In 1898, British civil projects financier Robert Beaumont (Tom Wilkinson) commissions military engineer Lt. Col. Patterson (Val Kilmer) to build a railroad bridge across the Tsavo River in Kenya. There’s a catch, though.

He must finish in five months. Patterson rushes to Kenya, leaving wife Helena (Emily Mortimer) back in England. He vows to return before their first baby is born; Helena’s scheduled to deliver in six months.
On arrival in Kenya, Patterson finds himself overseeing fearful workers. Why fearful? Two rogue male lions are killing humans by the week.
An amateur hunter, Patterson fails to kill the man-eaters. Workers desert, and he’s about to miss his schedule; back home, Helena’s not about to miss hers.
Furious that the lions still roam, Beaumont hires professional hunter Charles Remington (Michael Douglas) to finish the job. Beaumont’s too proud to provide the soldierly protection Patterson requests; he couldn’t care less if Patterson’s having, as Beaumont dismissively says, “minor difficulties with the local wildlife.”
However, these lions, whom locals nickname “the Ghost” and “the Darkness,” have their own plans.

Lions Against Men
That this story pits lions against men may be incidental, but it happens to also be instructive. Lions are unique among big cats. They form stable, social groups called prides, just as humans, among all beings, form families.Lions boast the loudest big cat roars, often carrying up to five miles on the open savanna. If the lion is the king of the jungle, man is the crown of creation; in this mythical sense, lions proxy here for the primacy of man.
This confrontation, then, imagines man pitted against an equal of sorts. Because it’s a man-eating lion, it’s as if he’s pitted against himself and his anxieties around self-preservation.
Before Patterson faces any lion, it’s himself and his self-consuming terrors he must face first.
Mark Twain is believed to have said that courage isn’t the absence of fear but the ability to cope with, resist, and even master it. This is what Patterson, who’s been relatively protected until now, must contend with as diseases, deaths, and desertions test his commitment.
Remington tells Patterson about growing up with a bully who’d terrorize him and the other children. The bully had an even more intimidating brother. Alone, they were just bullies. Together, they were lethal and grew up to be killers; one or the other was always in jail.

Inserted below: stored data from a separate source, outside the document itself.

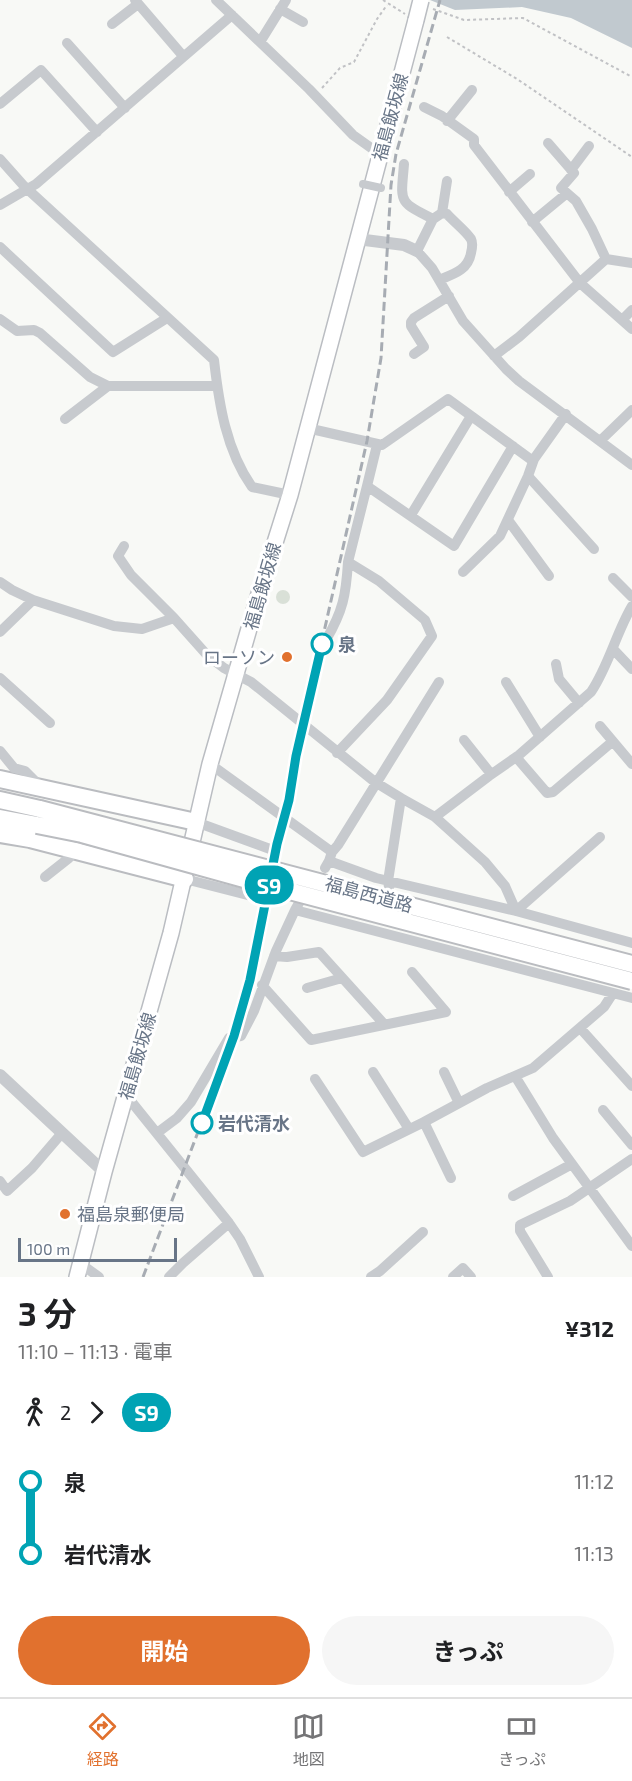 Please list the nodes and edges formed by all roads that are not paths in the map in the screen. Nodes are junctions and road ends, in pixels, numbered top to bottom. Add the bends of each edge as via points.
1 (219, 1) edge
2 (136, 2) edge
3 (283, 5) edge
4 (420, 9) edge
5 (232, 15) junction
6 (303, 22) dead end
7 (112, 24) dead end
8 (260, 42) junction
9 (67, 43) dead end
10 (183, 57) junction
11 (472, 90) dead end
12 (0, 105) edge
13 (424, 107) dead end
14 (125, 108) junction
15 (447, 121) junction
16 (97, 132) junction
17 (549, 143) dead end
18 (589, 146) dead end
19 (381, 155) junction
20 (0, 159) edge
21 (404, 164) dead end
22 (572, 170) junction
23 (530, 174) dead end
24 (447, 181) dead end
25 (363, 184) dead end
26 (28, 188) junction
27 (381, 188) dead end
28 (510, 192) junction
29 (566, 194) junction
30 (0, 205) edge
31 (437, 216) junction
32 (532, 222) junction
33 (357, 239) junction
34 (0, 247) edge
35 (417, 251) junction
36 (606, 259) junction
37 (632, 263) edge
38 (439, 280) junction
39 (580, 283) junction
40 (449, 296) junction
41 (632, 310) edge
42 (167, 318) junction
43 (0, 319) edge
44 (622, 320) junction
45 (632, 329) edge
46 (414, 354) dead end
47 (494, 356) junction
48 (108, 386) junction
49 (217, 386) junction
50 (632, 410) edge
51 (566, 414) junction
52 (471, 416) junction
53 (65, 419) dead end
54 (307, 428) junction
55 (600, 441) junction
56 (377, 445) junction
57 (513, 446) junction
58 (533, 462) junction
59 (632, 465) edge
60 (528, 476) junction
61 (367, 486) junction
62 (290, 495) junction
63 (411, 515) junction
64 (508, 520) junction
65 (124, 546) dead end
66 (594, 549) dead end
67 (348, 562) junction
68 (463, 572) dead end
69 (549, 576) dead end
70 (613, 578) dead end
71 (0, 582) edge
72 (632, 597) edge
73 (33, 600) junction
74 (632, 606) edge
75 (174, 618) junction
76 (0, 632) edge
77 (326, 640) dead end
78 (613, 649) junction
79 (556, 664) dead end
80 (632, 669) edge
81 (237, 676) junction
82 (0, 678) edge
83 (439, 682) dead end
84 (506, 682) dead end
85 (579, 703) junction
86 (50, 723) dead end
87 (600, 726) dead end
88 (540, 737) junction
89 (464, 740) dead end
90 (612, 742) junction
91 (0, 751) edge
92 (337, 753) junction
93 (516, 757) junction
94 (210, 764) junction
95 (632, 764) edge
96 (491, 774) junction
97 (0, 779) edge
98 (375, 782) junction
99 (41, 787) junction
100 (401, 798) junction
101 (0, 800) edge
102 (38, 817) junction
103 (435, 817) junction
104 (0, 818) edge
105 (196, 822) junction
106 (0, 834) edge
107 (600, 837) dead end
108 (270, 849) dead end
109 (75, 851) junction
110 (329, 860) junction
111 (45, 877) dead end
112 (185, 879) junction
113 (388, 884) junction
114 (260, 898) dead end
115 (516, 911) junction
116 (632, 943) edge
117 (274, 956) junction
118 (632, 964) edge
119 (412, 972) dead end
120 (342, 978) junction
121 (632, 981) edge
122 (262, 985) junction
123 (307, 988) dead end
124 (613, 993) junction
125 (632, 998) edge
126 (384, 1024) junction
127 (580, 1028) junction
128 (373, 1072) dead end
129 (444, 1072) dead end
130 (0, 1075) edge
131 (515, 1076) junction
132 (315, 1079) dead end
133 (632, 1086) edge
134 (126, 1095) junction
135 (459, 1103) junction
136 (603, 1110) dead end
137 (424, 1122) junction
138 (409, 1129) junction
139 (157, 1132) junction
140 (62, 1133) junction
141 (632, 1145) edge
142 (632, 1159) edge
143 (572, 1164) junction
144 (104, 1172) junction
145 (451, 1179) dead end
146 (1, 1183) edge
147 (589, 1188) junction
148 (513, 1196) dead end
149 (229, 1223) junction
150 (423, 1232) dead end
151 (632, 1246) edge
152 (79, 1271) edge
153 (99, 1277) edge
154 (170, 1277) edge
155 (259, 1277) edge
156 (371, 1277) edge
157 (453, 1277) edge
158 (471, 1277) edge
159 (548, 1277) edge

1 - 5 street
2 - 7 street
2 - 10 street
3 - 6 street
3 - 8 street
4 - 19 main road, 福島飯坂線
5 - 8 street
5 - 10 street
8 - 19 street via 353,135
9 - 14 street
10 - 14 street
11 - 15 street
12 - 16 street via 41,70
13 - 15 street
14 - 16 street
15 - 28 street via 474,139 474,145
16 - 26 street
17 - 22 street
18 - 22 street
19 - 33 main road, 福島飯坂線
20 - 26 street
21 - 31 street via 403,200 417,211
22 - 29 street via 574,173 561,188
23 - 28 street
24 - 31 street
25 - 27 street, bridge
26 - 30 street
26 - 42 street
28 - 32 street
29 - 32 street
29 - 36 street via 576,201
31 - 35 street
31 - 38 street via 447,214 471,239 472,246 465,268
32 - 39 street
33 - 35 street via 404,245
33 - 54 main road, 福島飯坂線
34 - 42 street via 113,352
35 - 38 street
36 - 37 street
36 - 39 street
38 - 40 street
39 - 44 street
39 - 47 street
40 - 46 street via 411,322 424,347
40 - 47 street via 463,321
41 - 44 street
42 - 49 street via 214,360
43 - 48 street via 17,331 40,333 90,377
44 - 45 street
47 - 51 street via 519,381
48 - 49 street
48 - 53 street
49 - 62 street via 225,426 248,482 252,487
50 - 55 street
51 - 55 street
51 - 58 street
52 - 56 street via 448,399 390,441
52 - 57 street
52 - 63 street
54 - 56 street
54 - 62 main road, 福島飯坂線
55 - 59 street
56 - 61 street
57 - 58 street
57 - 63 street via 454,546
58 - 60 street
60 - 64 street
60 - 66 street
61 - 63 street
61 - 67 street
62 - 81 main road, 福島飯坂線
64 - 68 street via 496,541
64 - 69 street
65 - 75 street via 118,556
67 - 77 street via 343,604
67 - 92 street via 379,581 425,620 432,636 387,700
70 - 72 street
71 - 73 street
73 - 75 street via 114,626 142,629
73 - 76 street
74 - 78 street
75 - 81 street via 207,655
78 - 80 street
78 - 85 street via 598,681
79 - 85 street via 559,679
81 - 92 street via 251,682
81 - 94 main road, 福島飯坂線
82 - 86 street
83 - 98 street
84 - 88 street
85 - 88 street
87 - 90 street
88 - 93 street
89 - 96 street
90 - 93 street via 547,793
90 - 95 street
91 - 99 street via 14,768 25,771
92 - 98 street
93 - 96 street
94 - 105 main road, 福島飯坂線
94 - 110 street
96 - 103 street
97 - 99 highway
98 - 100 street
98 - 110 street
99 - 105 highway
100 - 103 street
100 - 113 street
101 - 102 highway, 福島西道路
102 - 104 highway, 福島西道路
102 - 118 highway, 福島西道路, bridge
102 - 121 highway, 福島西道路, bridge via 82,834 255,882
103 - 115 street via 485,862 505,886
105 - 108 street
105 - 112 main road, 福島飯坂線
106 - 109 highway
107 - 115 street
109 - 111 street
109 - 112 highway
110 - 113 street
112 - 114 street
112 - 134 main road, 福島飯坂線
113 - 115 street
115 - 116 street
117 - 120 street via 319,952
117 - 122 street
117 - 124 street via 297,906
119 - 126 street via 446,1012
120 - 123 street
120 - 126 street
122 - 126 street via 311,1040
122 - 139 street via 241,1035 229,1038 191,1102
124 - 125 street
124 - 127 street via 604,1007
127 - 131 street via 532,1068
127 - 133 street
128 - 138 street
129 - 135 street
130 - 140 street
131 - 135 street
131 - 143 street
132 - 138 street via 363,1152
134 - 139 street
134 - 144 main road, 福島飯坂線
135 - 137 street
136 - 141 street
137 - 138 street
137 - 145 street
139 - 149 street
140 - 144 street
140 - 146 street via 7,1191
142 - 147 street
143 - 147 street
143 - 148 street
144 - 152 main road, 福島飯坂線
147 - 151 street
147 - 159 street via 520,1225
149 - 154 street
149 - 155 street
150 - 156 street
152 - 153 street
157 - 158 street via 463,1268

Patterson wonders, “What happened to them?” Remington smiles and replies, “Well, I got bigger.” Remington’s speaking metaphorically. It’s not just size, speed, power, or strength that matters but drive, vision, and strength of purpose.
When Patterson’s painstakingly laid plans fail to lure the lions, Remington reminds him of an expression in prize fighting: “Everybody’s got a plan, until they’ve been hit. Well, my friend, you’ve just been hit. The getting up, that’s up to you.”

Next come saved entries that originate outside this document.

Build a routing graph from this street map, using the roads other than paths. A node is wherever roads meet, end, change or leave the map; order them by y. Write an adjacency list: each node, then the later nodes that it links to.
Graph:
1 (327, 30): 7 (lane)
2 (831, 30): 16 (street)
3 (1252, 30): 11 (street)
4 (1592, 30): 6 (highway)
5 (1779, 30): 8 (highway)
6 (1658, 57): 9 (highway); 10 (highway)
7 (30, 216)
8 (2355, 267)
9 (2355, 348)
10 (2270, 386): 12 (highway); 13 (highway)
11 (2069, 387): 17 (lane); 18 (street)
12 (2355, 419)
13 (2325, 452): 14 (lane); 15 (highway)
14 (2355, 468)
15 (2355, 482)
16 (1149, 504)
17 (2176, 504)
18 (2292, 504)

Patterson gets up not just once or twice but repeatedly. He shows resolve far stronger than the steel in his rifle.

The true mettle of men is tested not when they heave with the cacophonous multitude but when they’re in stark, even silent solitude. Patterson finds himself alone in more ways than one, yet he summons the bravery of a battalion.
Collaboration is a handy skill to nurture, but what to do when teamwork doesn’t work, or worse, when it backfires? What can you do when teammates let you down, intentionally or not?
That’s when individuality counts. Carried too far, individualism can all too easily degenerate into willfulness.
The test of when it’s virtue rather than vice is whether it’s altruistic. If driven by self-preservation or self-promotion, especially at the expense of others, it’s vice. If driven by a desire to protect or provide for those who’re weaker and more vulnerable, regardless of the personal price to be paid, it’s virtue.
The brave man knows what to do when a metaphorical rogue lion charges. It may have the hottest breath, the coldest stare, or a roar more deafening than a jet engine.
The man lies still, his arm steady and his metaphorical rifle ready. He’s practiced this a thousand times already. He takes a deep breath, takes aim, and fires.